▶ [Given records]
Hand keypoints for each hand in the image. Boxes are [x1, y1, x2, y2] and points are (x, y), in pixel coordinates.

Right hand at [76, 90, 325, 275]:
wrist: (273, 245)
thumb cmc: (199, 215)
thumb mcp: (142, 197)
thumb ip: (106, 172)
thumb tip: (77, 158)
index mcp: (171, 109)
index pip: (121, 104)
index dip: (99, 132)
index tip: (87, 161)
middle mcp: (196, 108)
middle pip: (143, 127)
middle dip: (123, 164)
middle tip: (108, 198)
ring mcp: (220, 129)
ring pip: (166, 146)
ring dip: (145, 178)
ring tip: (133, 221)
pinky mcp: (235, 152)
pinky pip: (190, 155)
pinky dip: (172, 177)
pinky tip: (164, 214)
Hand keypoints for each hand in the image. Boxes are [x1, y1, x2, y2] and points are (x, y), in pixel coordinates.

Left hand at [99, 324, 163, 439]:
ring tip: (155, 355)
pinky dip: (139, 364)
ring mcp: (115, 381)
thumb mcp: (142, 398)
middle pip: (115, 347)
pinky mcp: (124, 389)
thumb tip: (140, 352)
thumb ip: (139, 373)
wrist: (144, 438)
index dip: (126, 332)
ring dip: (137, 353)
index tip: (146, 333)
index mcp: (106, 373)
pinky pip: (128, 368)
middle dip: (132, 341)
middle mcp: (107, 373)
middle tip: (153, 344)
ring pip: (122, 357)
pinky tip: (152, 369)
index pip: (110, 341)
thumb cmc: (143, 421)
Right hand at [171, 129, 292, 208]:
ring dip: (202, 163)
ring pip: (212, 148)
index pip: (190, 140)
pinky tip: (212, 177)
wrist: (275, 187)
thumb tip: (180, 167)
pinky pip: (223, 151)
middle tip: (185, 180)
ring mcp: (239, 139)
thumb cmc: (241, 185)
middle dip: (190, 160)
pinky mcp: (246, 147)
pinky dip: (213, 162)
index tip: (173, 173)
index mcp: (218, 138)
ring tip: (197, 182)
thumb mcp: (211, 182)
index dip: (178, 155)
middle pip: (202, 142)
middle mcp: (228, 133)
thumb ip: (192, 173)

--

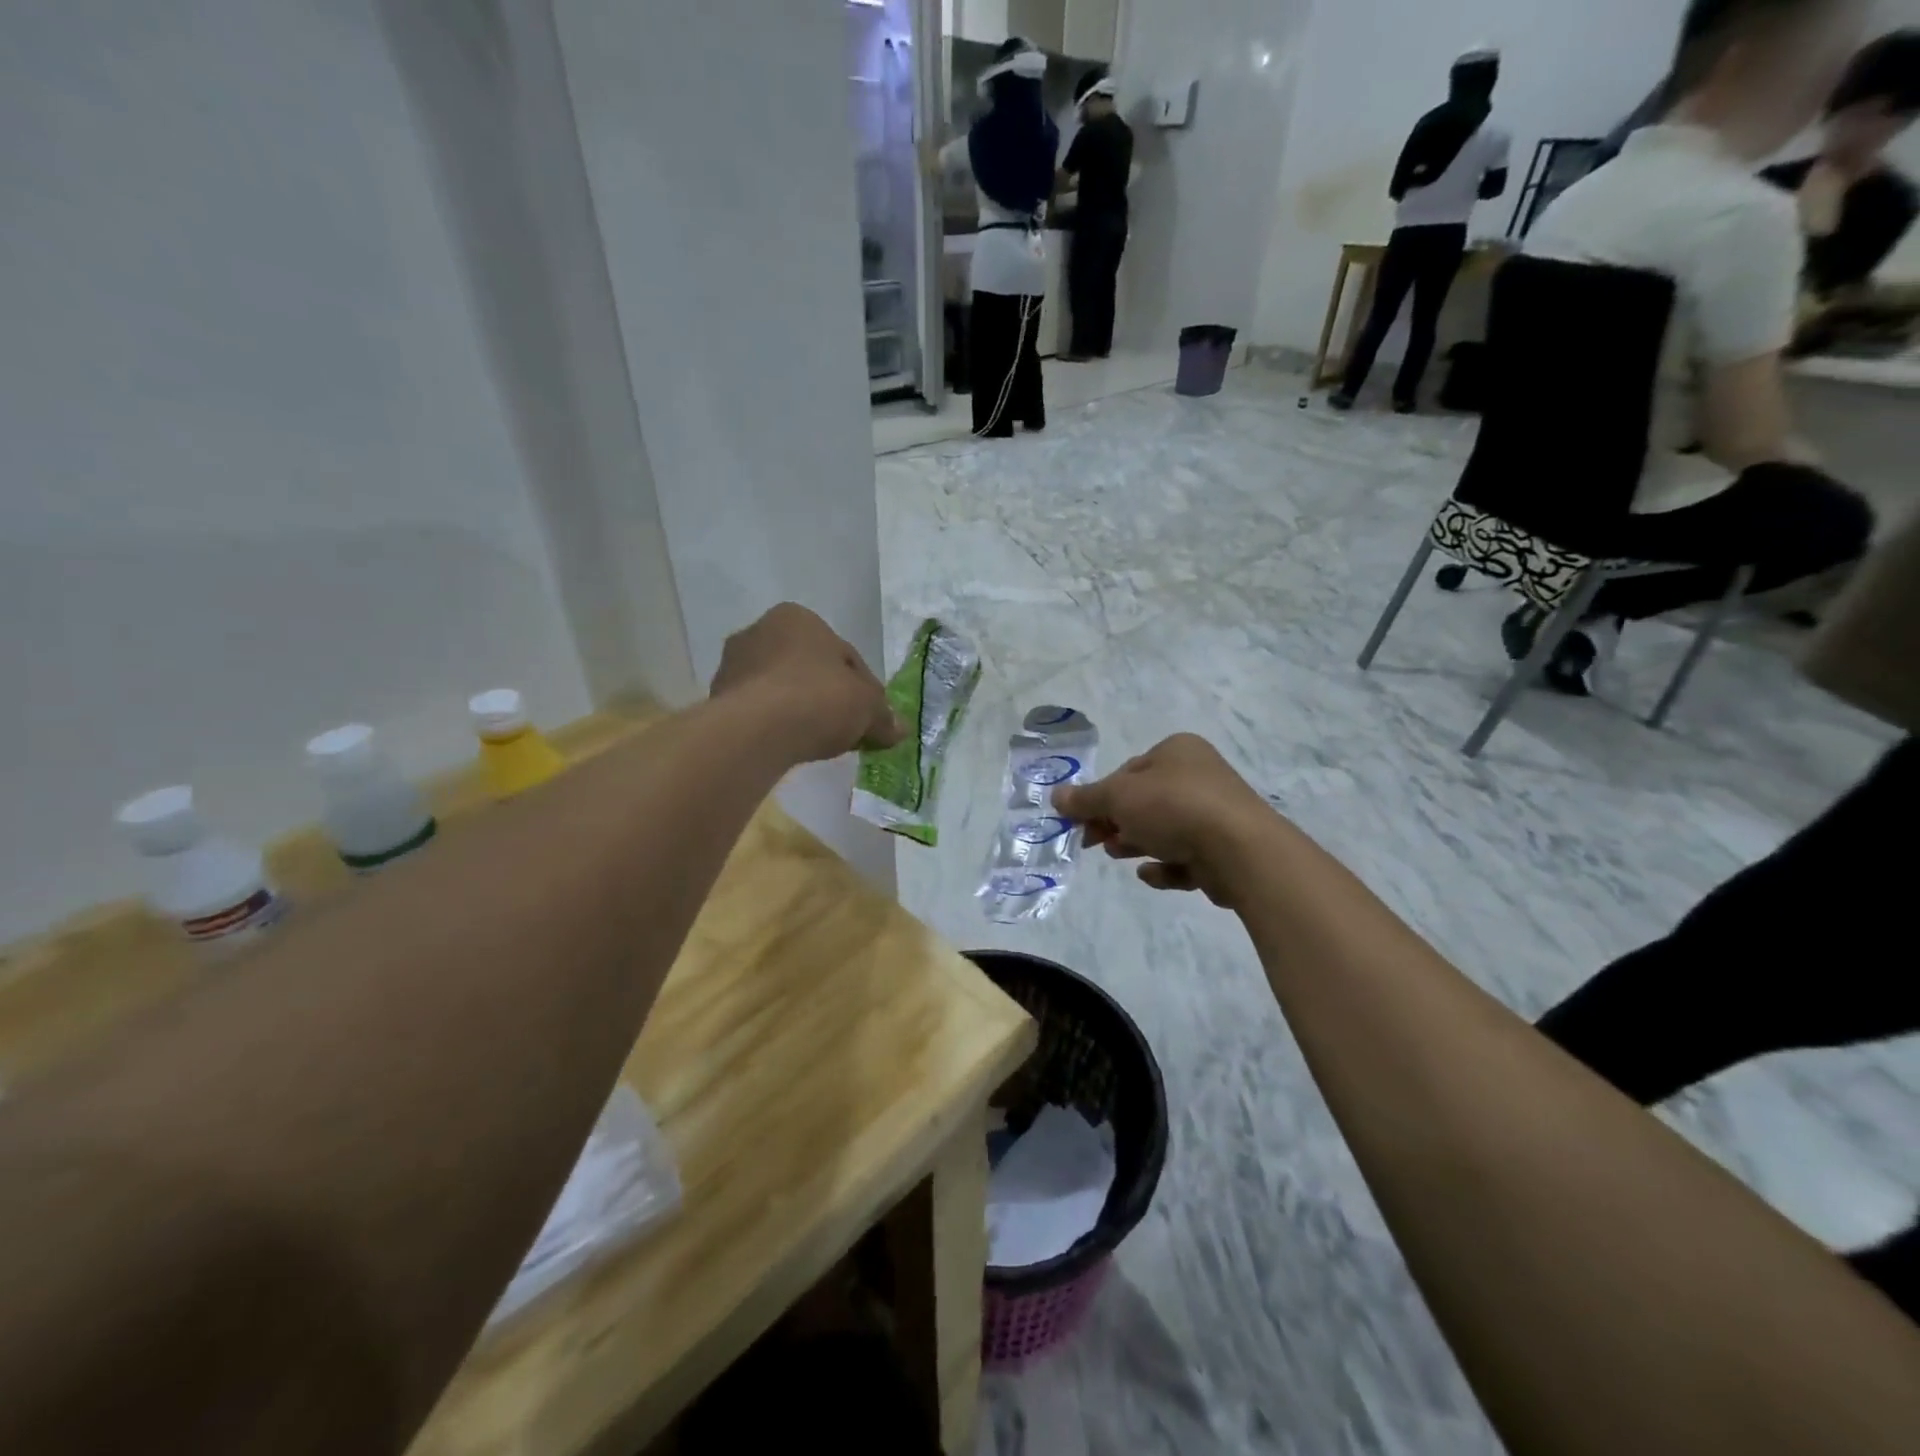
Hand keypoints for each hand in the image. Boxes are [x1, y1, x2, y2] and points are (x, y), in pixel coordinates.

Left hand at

▶ [What you have to do] Your reply is to repeat, unchanged, the lines above running from the one with "thumb ip: (106, 172)" up to and including the one with "thumb ip: (192, 173)".

▶ [Response to this exercise]
thumb ip: (106, 172)
thumb tip: (77, 158)
index mcp: (171, 109)
index pip: (121, 104)
index dip: (99, 132)
index tip: (87, 161)
middle mcp: (196, 108)
middle pip: (143, 127)
middle dip: (123, 164)
middle tip: (108, 198)
ring mcp: (220, 129)
ring pip: (166, 146)
ring dip: (145, 178)
ring tip: (133, 221)
pinky mcp: (235, 152)
pinky pip: (190, 155)
pinky dip: (172, 177)
pinky tip: (164, 214)
Hand keypoints for each hand in the image. Boxes are [x1, y1, x2, y2] and points are (x, y), in pixel coordinates.

Left hand at [99, 324, 163, 439]:
ring tip: (155, 355)
pinky dip: (139, 364)
ring mcp: (115, 381)
thumb mcp: (142, 398)
middle pip: (115, 347)
pinky mcp: (124, 389)
thumb tip: (140, 352)
thumb ip: (139, 373)
wrist: (144, 438)
index dip: (126, 332)
ring dip: (137, 353)
index tip: (146, 333)
index mcp: (106, 373)
pinky pip: (128, 368)
middle dip: (132, 341)
middle mcp: (107, 373)
middle tip: (153, 344)
ring pip: (122, 357)
pinky tip: (152, 369)
index pip: (110, 341)
thumb cmc: (143, 421)
Right hand at [171, 129, 292, 208]:
ring dip: (202, 163)
ring pip: (212, 148)
index pip: (190, 140)
pinky tip: (212, 177)
wrist: (275, 187)
thumb tip: (180, 167)
pinky pip: (223, 151)
middle tip: (185, 180)
ring mcp: (239, 139)
thumb cmc: (241, 185)
middle dip: (190, 160)
pinky mcp: (246, 147)
pinky dip: (213, 162)
index tip: (173, 173)
index mcp: (218, 138)
ring tip: (197, 182)
thumb mcp: (211, 182)
index dip: (178, 155)
middle pip: (202, 142)
middle mcp: (228, 133)
thumb ip: (192, 173)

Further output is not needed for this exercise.